The value of a good university education extends well beyond the benefits of a tertiary qualification and the ‘return on investment’ it provides. University education – especially in the liberal arts – helps students grow into more enlightened, critical, and ethical citizens, and so constitutes a public good.
The problem with those two sentences is not that they are false – I don’t think they are – but that they sound platitudinous. After all, it’s easy to find people with a stake in higher education – from students to academics, from politicians to university administrators, and activists on the Left and the Right – making statements roughly like these, and often with wildly divergent ideas and goals in mind (assuming they have anything in mind).

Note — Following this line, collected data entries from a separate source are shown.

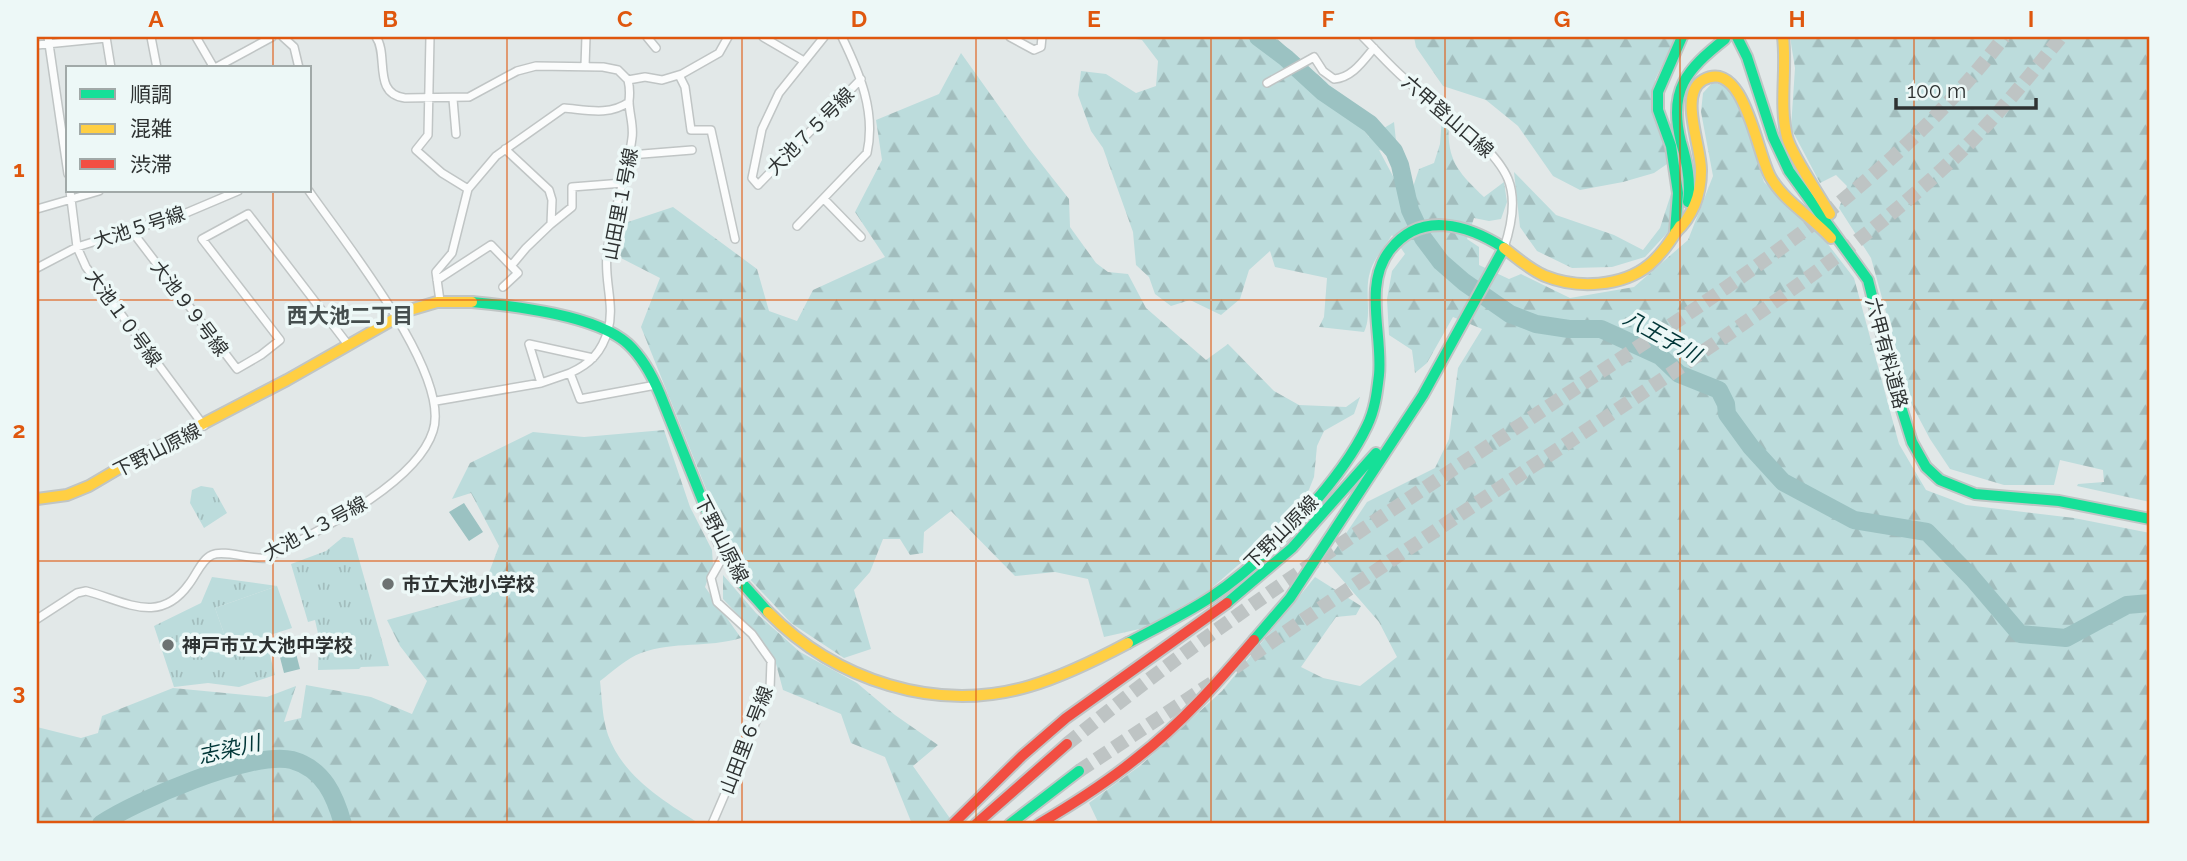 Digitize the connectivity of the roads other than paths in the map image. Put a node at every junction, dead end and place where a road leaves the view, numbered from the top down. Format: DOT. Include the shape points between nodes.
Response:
graph roads {
  1 [pos="106,37"];
  2 [pos="151,37"];
  3 [pos="196,37"];
  4 [pos="272,37"];
  5 [pos="283,37"];
  6 [pos="376,37"];
  7 [pos="439,37"];
  8 [pos="586,37"];
  9 [pos="647,37"];
  10 [pos="728,37"];
  11 [pos="763,37"];
  12 [pos="824,37"];
  13 [pos="842,37"];
  14 [pos="1010,37"];
  15 [pos="1042,37"];
  16 [pos="1363,37"];
  17 [pos="1682,37"];
  18 [pos="1737,37"];
  19 [pos="1783,37"];
  20 [pos="431,39"];
  21 [pos="1725,39"];
  22 [pos="49,40"];
  23 [pos="37,45"];
  24 [pos="656,48"];
  25 [pos="1374,48"];
  26 [pos="804,61"];
  27 [pos="111,66"];
  28 [pos="157,66"];
  29 [pos="213,66"];
  30 [pos="218,66"];
  31 [pos="299,66"];
  32 [pos="585,66"];
  33 [pos="679,75"];
  34 [pos="861,79"];
  35 [pos="628,80"];
  36 [pos="1266,83"];
  37 [pos="429,99"];
  38 [pos="453,99"];
  39 [pos="629,102"];
  40 [pos="456,134"];
  41 [pos="505,149"];
  42 [pos="692,150"];
  43 [pos="630,155"];
  44 [pos="66,160"];
  45 [pos="623,183"];
  46 [pos="468,189"];
  47 [pos="92,192"];
  48 [pos="237,192"];
  49 [pos="310,192"];
  50 [pos="71,195"];
  51 [pos="824,200"];
  52 [pos="37,209"];
  53 [pos="551,224"];
  54 [pos="797,226"];
  55 [pos="131,230"];
  56 [pos="1675,233"];
  57 [pos="861,237"];
  58 [pos="735,239"];
  59 [pos="77,247"];
  60 [pos="1504,247"];
  61 [pos="511,266"];
  62 [pos="37,268"];
  63 [pos="437,280"];
  64 [pos="1868,280"];
  65 [pos="503,287"];
  66 [pos="440,301"];
  67 [pos="396,315"];
  68 [pos="609,328"];
  69 [pos="349,346"];
  70 [pos="593,358"];
  71 [pos="570,373"];
  72 [pos="541,383"];
  73 [pos="656,385"];
  74 [pos="1423,395"];
  75 [pos="436,401"];
  76 [pos="204,426"];
  77 [pos="37,499"];
  78 [pos="2150,519"];
  79 [pos="725,553"];
  80 [pos="37,619"];
  81 [pos="1067,744"];
  82 [pos="1080,771"];
  83 [pos="712,824"];
  84 [pos="953,824"];
  85 [pos="976,824"];
  86 [pos="1010,824"];
  87 [pos="1039,824"];
  1 -- 22 [label="street"];
  1 -- 27 [label="street"];
  2 -- 28 [label="street"];
  3 -- 29 [label="street"];
  4 -- 30 [label="street"];
  5 -- 31 [label="street" via="294,47"];
  6 -- 37 [label="street" via="390,92 397,97"];
  7 -- 20 [label="street"];
  8 -- 32 [label="street"];
  9 -- 24 [label="street"];
  10 -- 33 [label="street" via="719,53"];
  11 -- 26 [label="street"];
  12 -- 26 [label="street, 大池７５号線"];
  13 -- 34 [label="street, 大池７５号線"];
  14 -- 15 [label="street" via="1034,50 1041,47"];
  16 -- 25 [label="street, 六甲登山口線"];
  17 -- 56 [label="main road" via="1658,92 1678,193"];
  18 -- 64 [label="main road, 六甲有料道路" via="1789,171"];
  19 -- 64 [label="main road" via="1787,139 1860,257"];
  20 -- 37 [label="street"];
  21 -- 56 [label="main road" via="1689,68 1675,99 1690,193 1685,218"];
  22 -- 23 [label="street"];
  22 -- 44 [label="street"];
  25 -- 36 [label="street" via="1342,79 1323,71 1314,57"];
  25 -- 60 [label="street, 六甲登山口線" via="1498,160 1510,181 1512,203"];
  26 -- 34 [label="street, 大池７５号線" via="779,93 762,129 752,178 758,185"];
  32 -- 35 [label="street" via="618,70"];
  32 -- 38 [label="street" via="536,66 469,97"];
  33 -- 35 [label="street"];
  33 -- 58 [label="street" via="691,130 711,130"];
  34 -- 51 [label="street" via="869,109 867,153"];
  35 -- 39 [label="street, 山田里１号線"];
  37 -- 38 [label="street"];
  37 -- 46 [label="street" via="428,135 416,150"];
  38 -- 40 [label="street"];
  39 -- 41 [label="street" via="604,112 564,108"];
  39 -- 43 [label="street, 山田里１号線"];
  41 -- 46 [label="street"];
  41 -- 53 [label="street" via="549,190"];
  42 -- 43 [label="street"];
  43 -- 45 [label="street, 山田里１号線"];
  45 -- 53 [label="street" via="572,187 572,207"];
  45 -- 68 [label="street, 山田里１号線" via="607,257"];
  46 -- 63 [label="street" via="452,253 436,272"];
  47 -- 50 [label="street"];
  48 -- 55 [label="street, 大池５号線"];
  49 -- 67 [label="street"];
  50 -- 52 [label="street"];
  50 -- 59 [label="street, 大池１０号線"];
  51 -- 54 [label="street"];
  51 -- 57 [label="street"];
  53 -- 61 [label="street"];
  55 -- 59 [label="street, 大池５号線"];
  55 -- 69 [label="street, 大池９９号線" via="237,369 280,340 202,239 248,214"];
  56 -- 60 [label="main road, 下野山原線" via="1644,268 1587,285 1531,269"];
  56 -- 64 [label="main road" via="1689,219 1701,181 1692,97 1698,82 1718,76 1731,81 1742,95 1770,177"];
  59 -- 62 [label="street, 大池５号線"];
  59 -- 76 [label="street, 大池１０号線" via="86,267"];
  60 -- 74 [label="main road"];
  60 -- 79 [label="main road, 下野山原線" via="1472,229 1451,224 1424,227 1392,246 1383,259 1378,281 1380,358 1371,423 1297,523 1212,597 1040,684 983,694 935,695 880,684 832,664 781,627 739,580"];
  61 -- 63 [label="street" via="491,245"];
  61 -- 65 [label="street" via="518,273"];
  63 -- 66 [label="street"];
  64 -- 78 [label="main road, 六甲有料道路" via="1912,442 1926,467 1940,480 1975,494 2059,501"];
  66 -- 67 [label="main road, 下野山原線"];
  66 -- 68 [label="main road, 下野山原線" via="513,309"];
  67 -- 69 [label="main road, 下野山原線"];
  67 -- 75 [label="street"];
  68 -- 70 [label="street"];
  68 -- 73 [label="main road, 下野山原線" via="632,346"];
  69 -- 76 [label="main road, 下野山原線"];
  70 -- 71 [label="street"];
  70 -- 72 [label="street" via="529,344"];
  71 -- 72 [label="street"];
  71 -- 73 [label="street" via="580,399"];
  72 -- 75 [label="street"];
  73 -- 79 [label="main road, 下野山原線"];
  74 -- 84 [label="main road" via="1345,491 1277,560 1236,596 1118,678 1038,741"];
  74 -- 87 [label="main road" via="1290,598 1264,629 1150,748"];
  75 -- 80 [label="street, 大池１３号線" via="433,431 420,453 358,509 266,558 211,555 184,592 158,608 86,592"];
  76 -- 77 [label="main road, 下野山原線" via="75,493"];
  79 -- 83 [label="street, 山田里６号線" via="711,578 717,602 752,634 771,661 770,689"];
  81 -- 85 [label="main road"];
  82 -- 86 [label="main road"];
}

Yet, as we face a global onslaught against higher education in general and the liberal arts in particular – represented in Australia by Christopher Pyne’s recent attempts to reform our university system – it is crucial that we give ideas like these purchase.
Consider the most powerful arguments in favour of defunding and deregulating the tertiary sector. A university education is an investment in oneself: it grants new skills and knowledge that will make one more employable and boost one’s future earnings. As such, it is only fair that students are made to bear all or most of the costs of this investment, because they will be the beneficiaries. Further, look at the statistics regarding those accessing higher education: the privileged are overrepresented across our universities, and in our relatively prestigious Group of Eight institutions in particular. Large-scale public funding for the tertiary sector is not only unfair, in that it forces taxpayers who do not go to university to foot the bill for those who do, it is also inequitable, because the underprivileged are overrepresented in the former. And perhaps the case for the liberal arts is even less defensible, for at least dentists, engineers, nurses, and other students taking professional degrees will contribute practical knowledge and concrete skills to the workforce after graduation. How can we justify subsidising elite indulgences like the study of art history, philosophy, literature, or classics? There are ways of meeting such arguments head on, but they require showing just what is lost when higher education is reduced in these ways to the status of a private good.

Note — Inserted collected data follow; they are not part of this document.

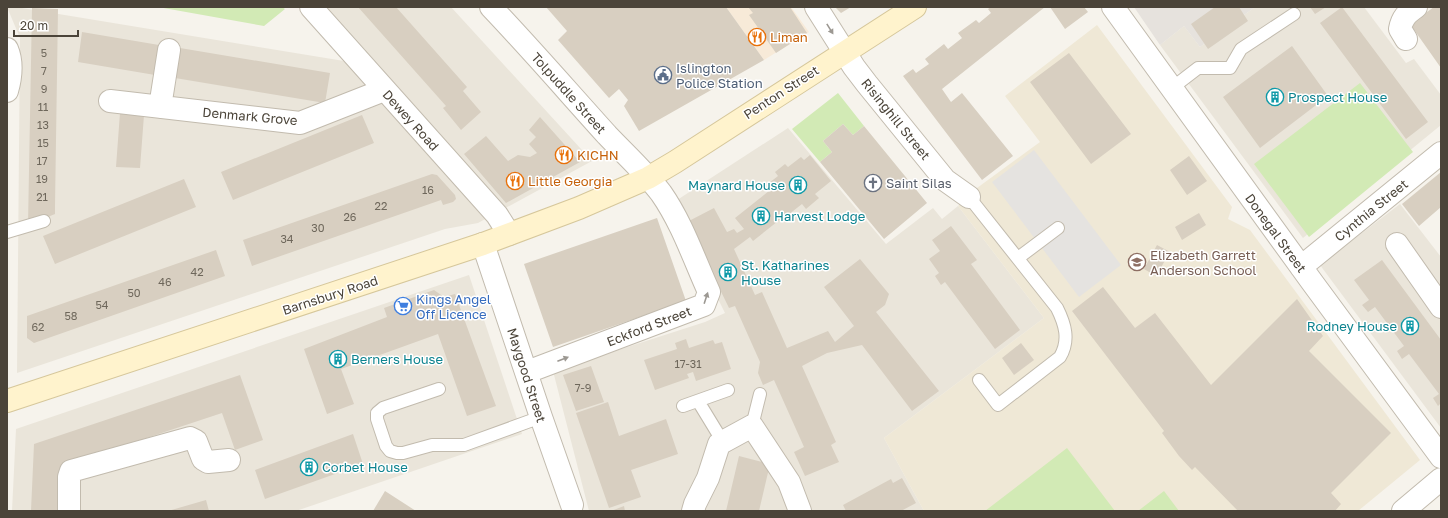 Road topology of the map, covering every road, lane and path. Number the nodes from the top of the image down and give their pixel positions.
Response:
1 (311, 7) edge
2 (491, 7) edge
3 (816, 7) edge
4 (914, 7) edge
5 (1113, 7) edge
6 (1416, 7) edge
7 (1294, 14) dead end
8 (1406, 39) dead end
9 (7, 49) edge
10 (169, 50) dead end
11 (844, 52) junction
12 (1172, 88) junction
13 (384, 90) junction
14 (7, 91) edge
15 (110, 101) dead end
16 (160, 107) junction
17 (1441, 153) edge
18 (648, 178) junction
19 (969, 197) joint
20 (44, 221) dead end
21 (1058, 228) dead end
22 (7, 232) edge
23 (509, 234) junction
24 (483, 244) junction
25 (1397, 244) dead end
26 (1018, 258) junction
27 (1301, 267) junction
28 (1441, 307) edge
29 (526, 372) junction
30 (979, 380) dead end
31 (439, 388) dead end
32 (728, 390) dead end
33 (760, 394) dead end
34 (7, 401) edge
35 (698, 401) junction
36 (683, 406) dead end
37 (541, 417) junction
38 (752, 426) junction
39 (723, 442) junction
40 (1441, 457) edge
41 (229, 460) dead end
42 (1441, 479) edge
43 (572, 505) dead end
44 (69, 511) edge
45 (693, 511) edge
46 (800, 511) edge
47 (1403, 511) edge

1 - 13 street, Dewey Road
2 - 18 street, Tolpuddle Street
3 -> 11 street, Risinghill Street
4 - 11 street, Penton Street
5 - 12 street, Donegal Street
6 - 8 street
7 - 12 lane
9 - 14 street
10 - 16 street
11 - 18 street, Penton Street
11 - 19 street, Risinghill Street
12 - 27 street, Donegal Street
13 - 16 street, Denmark Grove
13 - 23 street, Dewey Road
15 - 16 street, Denmark Grove
17 - 27 street, Cynthia Street
18 - 23 street, Barnsbury Road
29 -> 18 street, Eckford Street
19 - 26 lane
20 - 22 lane
21 - 26 lane
23 - 24 street, Barnsbury Road
24 - 29 street, Maygood Street
24 - 34 street, Barnsbury Road
25 - 28 street
26 - 30 lane
27 - 40 street, Donegal Street
29 - 37 street, Maygood Street
31 - 37 lane
32 - 35 lane
33 - 38 lane
35 - 36 lane
35 - 39 lane
37 - 43 street, Maygood Street
38 - 39 street
38 - 46 street
39 - 45 street
41 - 44 street
42 - 47 street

At this juncture, the Left has often turned to notions of critical thinking and pedagogy. On this kind of account, higher education is not simply about gaining the knowledge and qualifications needed to be employable, or about creating skilled labour. It is also about producing engaged, informed, reflective citizens who are able to question political claims, unmask privilege, denounce injustice, and speak truth to power. This is certainly an important part of the function of higher education, when considered as something more than a commodity. But rather ironically, these are the values that have motivated some of the most withering attacks on the liberal arts to emerge over the past three or four decades. For just as neoliberalism began to take hold around the world, academics in the humanities and Leftist intellectuals began subjecting the principles underpinning the liberal arts to critiques of their own.

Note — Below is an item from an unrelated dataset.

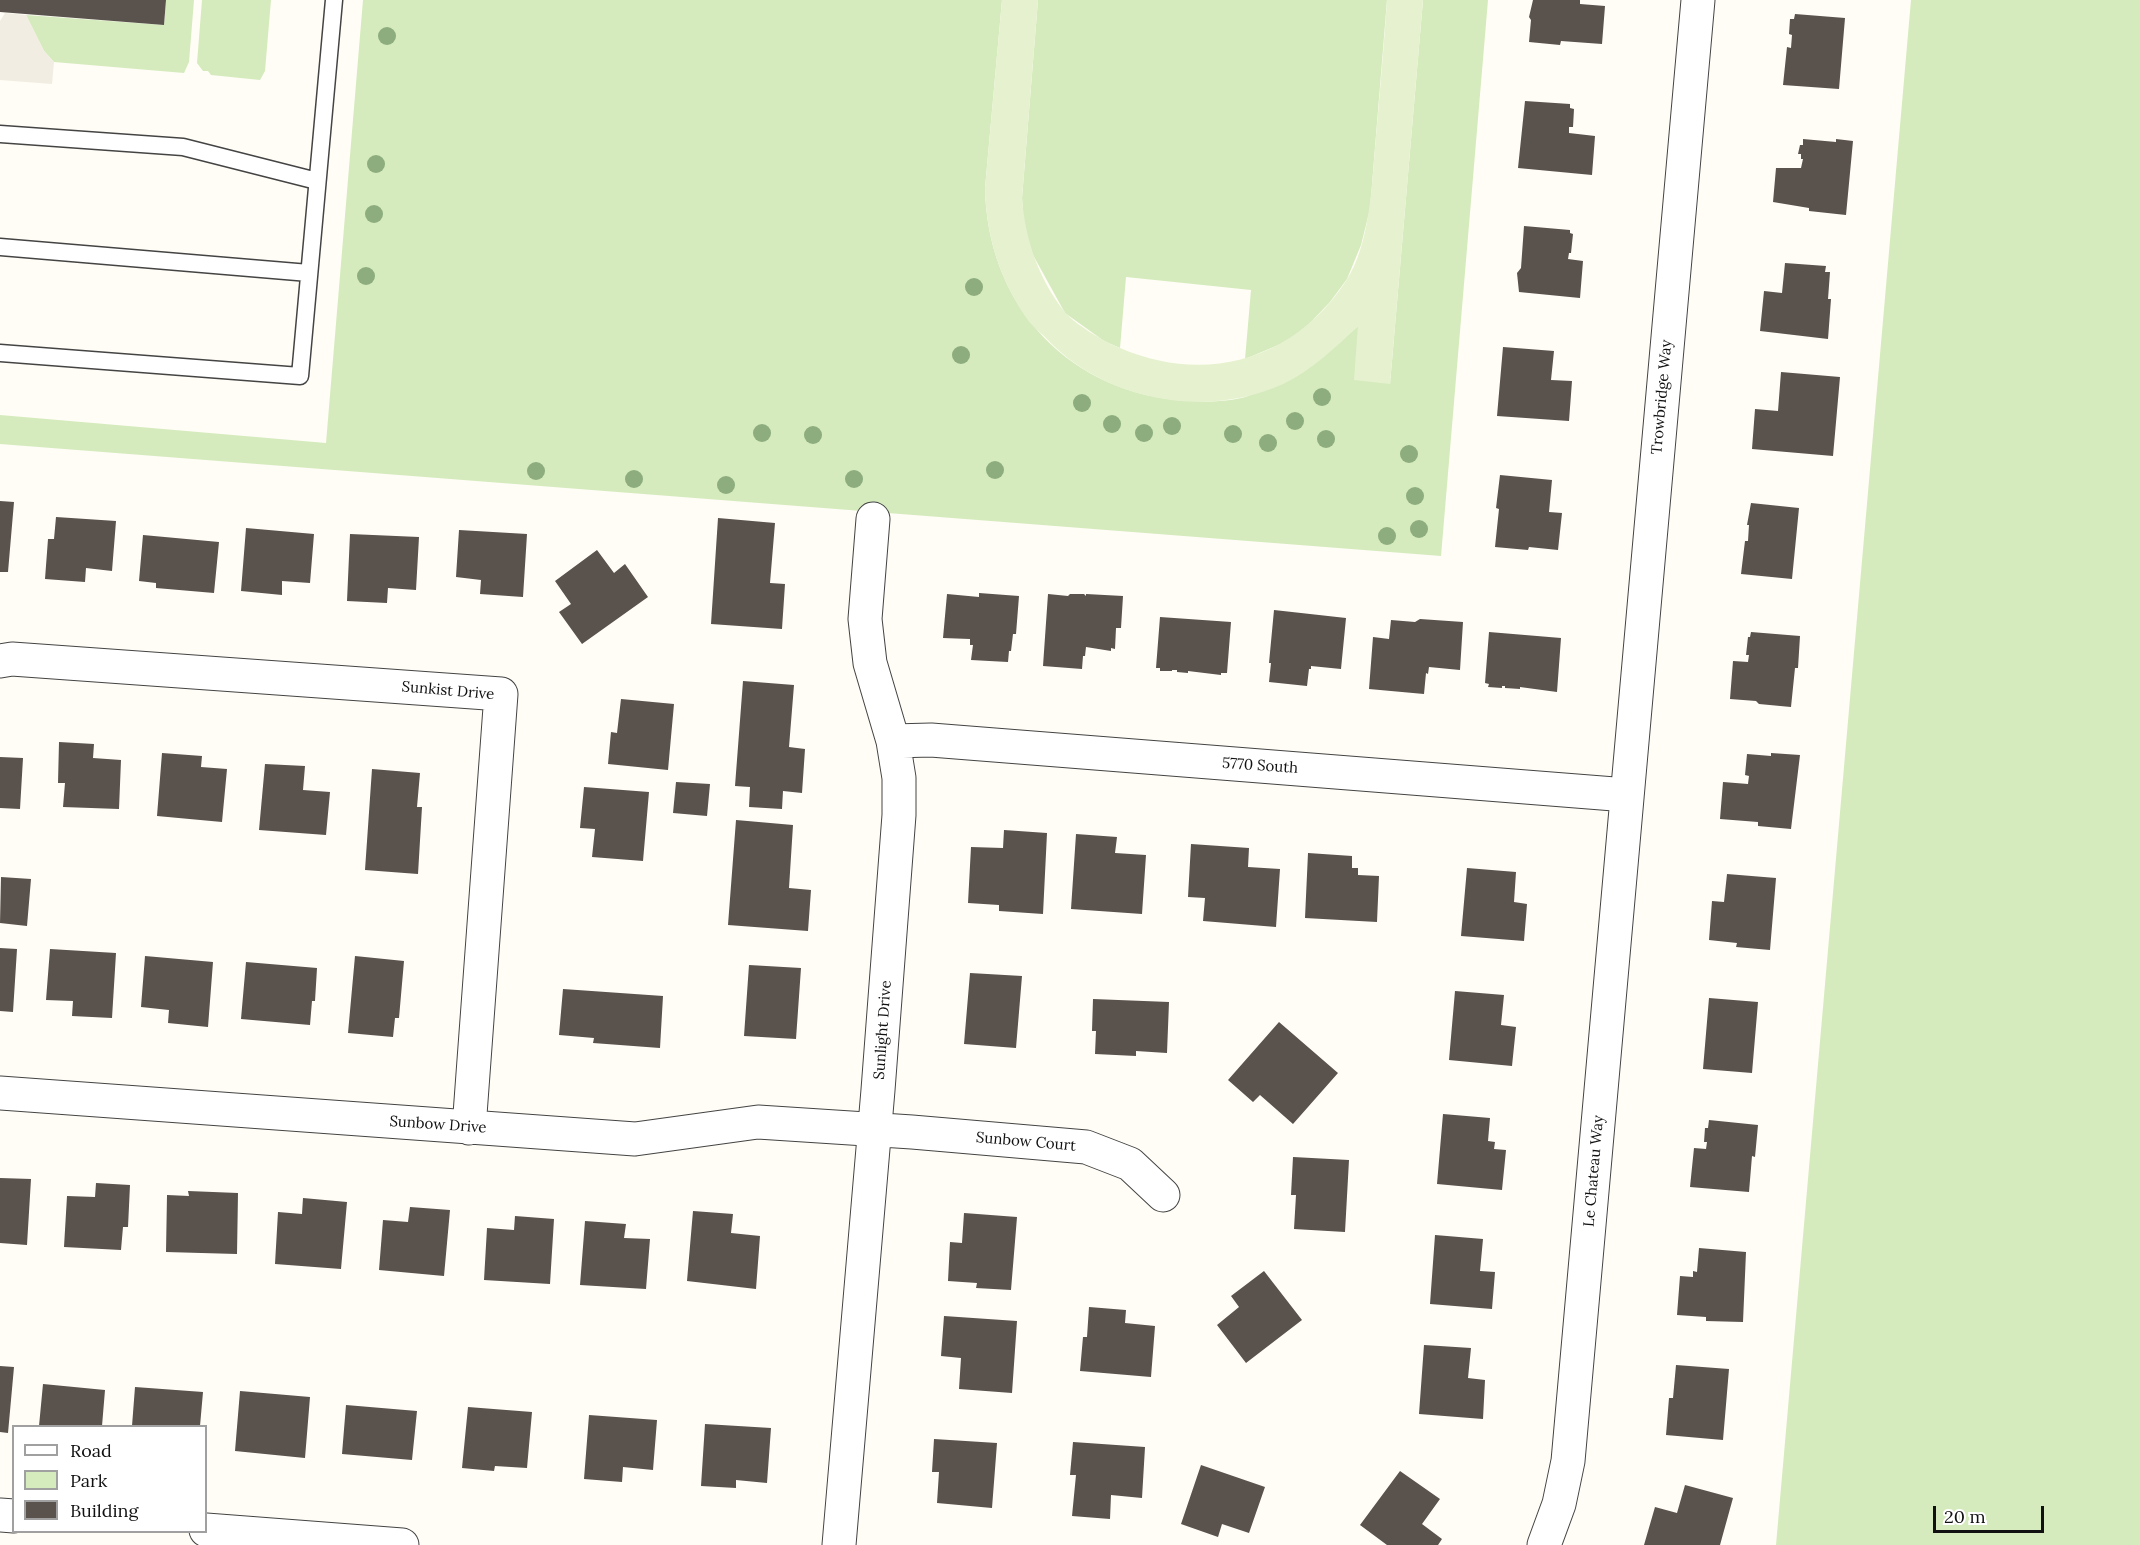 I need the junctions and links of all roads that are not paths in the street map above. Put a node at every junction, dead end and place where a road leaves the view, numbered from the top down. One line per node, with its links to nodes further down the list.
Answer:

Some of the ideas that were unmasked as ploys for the extension of privilege and power in this period included the following: that certain literary, philosophical, religious, and other texts are so valuable that they are worthy of intensive study (and the corollary: that some texts are not so valuable); that it is legitimate to treat such texts as belonging to a canon; and hence that there is legitimacy in the academic disciplines established to study that canon. Amongst other things, these critiques – or rather, self-critiques, for that is what they were – have demonstrated that the establishment of a canon is not politically neutral, but reflects vested interests; in this case, the interests of the white men whose work was canonised, the white men who had the privilege of dedicating their lives to the study of their texts, and the white men whose experiences of the world were thus enshrined as hegemonic. But there is an important sense in which such critiques have also left us disarmed, as now we struggle to articulate what it is about the liberal arts that is worth preserving, and why we should resist the further commodification of higher education. In fact there are rhetorical confluences between the self-critiques carried out and undergone in the humanities and the neoliberal arguments I raised earlier: they regard the university as the province of the privileged, the values that have traditionally underpinned the liberal arts as covertly elitist, the pursuit of truth and knowledge as an extension of self-interest.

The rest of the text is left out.